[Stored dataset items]
________

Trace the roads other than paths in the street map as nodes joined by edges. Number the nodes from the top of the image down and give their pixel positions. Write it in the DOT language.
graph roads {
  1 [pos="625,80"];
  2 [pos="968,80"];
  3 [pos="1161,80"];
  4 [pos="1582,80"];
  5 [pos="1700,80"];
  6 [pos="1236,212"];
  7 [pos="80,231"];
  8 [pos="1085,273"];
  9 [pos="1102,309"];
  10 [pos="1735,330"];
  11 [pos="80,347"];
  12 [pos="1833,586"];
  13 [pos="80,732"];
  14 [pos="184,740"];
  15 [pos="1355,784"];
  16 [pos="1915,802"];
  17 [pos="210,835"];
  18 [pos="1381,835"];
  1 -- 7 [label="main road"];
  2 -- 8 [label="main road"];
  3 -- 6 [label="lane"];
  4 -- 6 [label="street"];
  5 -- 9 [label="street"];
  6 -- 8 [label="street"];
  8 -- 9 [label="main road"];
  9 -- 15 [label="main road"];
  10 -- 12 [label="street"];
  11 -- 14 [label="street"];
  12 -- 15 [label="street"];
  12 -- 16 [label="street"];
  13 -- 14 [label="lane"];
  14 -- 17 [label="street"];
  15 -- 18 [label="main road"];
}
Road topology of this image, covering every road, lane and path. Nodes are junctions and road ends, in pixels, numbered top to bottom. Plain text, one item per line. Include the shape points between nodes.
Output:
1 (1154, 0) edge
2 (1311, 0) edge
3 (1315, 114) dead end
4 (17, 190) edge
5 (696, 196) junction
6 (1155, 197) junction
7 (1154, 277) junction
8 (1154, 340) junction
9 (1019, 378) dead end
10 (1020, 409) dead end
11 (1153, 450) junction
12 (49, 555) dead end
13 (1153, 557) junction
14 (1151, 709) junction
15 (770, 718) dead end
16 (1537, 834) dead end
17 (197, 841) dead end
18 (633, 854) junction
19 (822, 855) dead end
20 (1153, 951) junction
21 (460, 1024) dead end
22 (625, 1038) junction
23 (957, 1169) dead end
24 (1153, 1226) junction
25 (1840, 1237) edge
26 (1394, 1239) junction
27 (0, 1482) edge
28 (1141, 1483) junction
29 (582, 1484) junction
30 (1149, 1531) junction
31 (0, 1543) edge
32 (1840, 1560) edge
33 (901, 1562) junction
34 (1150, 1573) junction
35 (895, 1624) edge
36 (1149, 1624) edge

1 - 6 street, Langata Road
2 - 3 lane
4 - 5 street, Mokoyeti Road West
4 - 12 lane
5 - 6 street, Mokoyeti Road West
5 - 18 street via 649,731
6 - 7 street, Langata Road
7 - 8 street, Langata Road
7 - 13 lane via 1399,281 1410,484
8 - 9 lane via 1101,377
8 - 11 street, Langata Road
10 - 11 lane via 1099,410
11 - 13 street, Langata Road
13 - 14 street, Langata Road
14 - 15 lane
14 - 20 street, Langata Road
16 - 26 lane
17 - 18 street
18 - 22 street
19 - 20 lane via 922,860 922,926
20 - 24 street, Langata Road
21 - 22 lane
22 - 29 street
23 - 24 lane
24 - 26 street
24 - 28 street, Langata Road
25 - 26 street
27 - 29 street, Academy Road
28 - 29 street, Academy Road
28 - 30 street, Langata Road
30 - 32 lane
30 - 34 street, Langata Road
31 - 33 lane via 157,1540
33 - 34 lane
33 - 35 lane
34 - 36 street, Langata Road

________

● What you should do
Each line of the data is to be restated exactly.

● Completed task
Trace the roads other than paths in the street map as nodes joined by edges. Number the nodes from the top of the image down and give their pixel positions. Write it in the DOT language.
graph roads {
  1 [pos="625,80"];
  2 [pos="968,80"];
  3 [pos="1161,80"];
  4 [pos="1582,80"];
  5 [pos="1700,80"];
  6 [pos="1236,212"];
  7 [pos="80,231"];
  8 [pos="1085,273"];
  9 [pos="1102,309"];
  10 [pos="1735,330"];
  11 [pos="80,347"];
  12 [pos="1833,586"];
  13 [pos="80,732"];
  14 [pos="184,740"];
  15 [pos="1355,784"];
  16 [pos="1915,802"];
  17 [pos="210,835"];
  18 [pos="1381,835"];
  1 -- 7 [label="main road"];
  2 -- 8 [label="main road"];
  3 -- 6 [label="lane"];
  4 -- 6 [label="street"];
  5 -- 9 [label="street"];
  6 -- 8 [label="street"];
  8 -- 9 [label="main road"];
  9 -- 15 [label="main road"];
  10 -- 12 [label="street"];
  11 -- 14 [label="street"];
  12 -- 15 [label="street"];
  12 -- 16 [label="street"];
  13 -- 14 [label="lane"];
  14 -- 17 [label="street"];
  15 -- 18 [label="main road"];
}
Road topology of this image, covering every road, lane and path. Nodes are junctions and road ends, in pixels, numbered top to bottom. Plain text, one item per line. Include the shape points between nodes.
Output:
1 (1154, 0) edge
2 (1311, 0) edge
3 (1315, 114) dead end
4 (17, 190) edge
5 (696, 196) junction
6 (1155, 197) junction
7 (1154, 277) junction
8 (1154, 340) junction
9 (1019, 378) dead end
10 (1020, 409) dead end
11 (1153, 450) junction
12 (49, 555) dead end
13 (1153, 557) junction
14 (1151, 709) junction
15 (770, 718) dead end
16 (1537, 834) dead end
17 (197, 841) dead end
18 (633, 854) junction
19 (822, 855) dead end
20 (1153, 951) junction
21 (460, 1024) dead end
22 (625, 1038) junction
23 (957, 1169) dead end
24 (1153, 1226) junction
25 (1840, 1237) edge
26 (1394, 1239) junction
27 (0, 1482) edge
28 (1141, 1483) junction
29 (582, 1484) junction
30 (1149, 1531) junction
31 (0, 1543) edge
32 (1840, 1560) edge
33 (901, 1562) junction
34 (1150, 1573) junction
35 (895, 1624) edge
36 (1149, 1624) edge

1 - 6 street, Langata Road
2 - 3 lane
4 - 5 street, Mokoyeti Road West
4 - 12 lane
5 - 6 street, Mokoyeti Road West
5 - 18 street via 649,731
6 - 7 street, Langata Road
7 - 8 street, Langata Road
7 - 13 lane via 1399,281 1410,484
8 - 9 lane via 1101,377
8 - 11 street, Langata Road
10 - 11 lane via 1099,410
11 - 13 street, Langata Road
13 - 14 street, Langata Road
14 - 15 lane
14 - 20 street, Langata Road
16 - 26 lane
17 - 18 street
18 - 22 street
19 - 20 lane via 922,860 922,926
20 - 24 street, Langata Road
21 - 22 lane
22 - 29 street
23 - 24 lane
24 - 26 street
24 - 28 street, Langata Road
25 - 26 street
27 - 29 street, Academy Road
28 - 29 street, Academy Road
28 - 30 street, Langata Road
30 - 32 lane
30 - 34 street, Langata Road
31 - 33 lane via 157,1540
33 - 34 lane
33 - 35 lane
34 - 36 street, Langata Road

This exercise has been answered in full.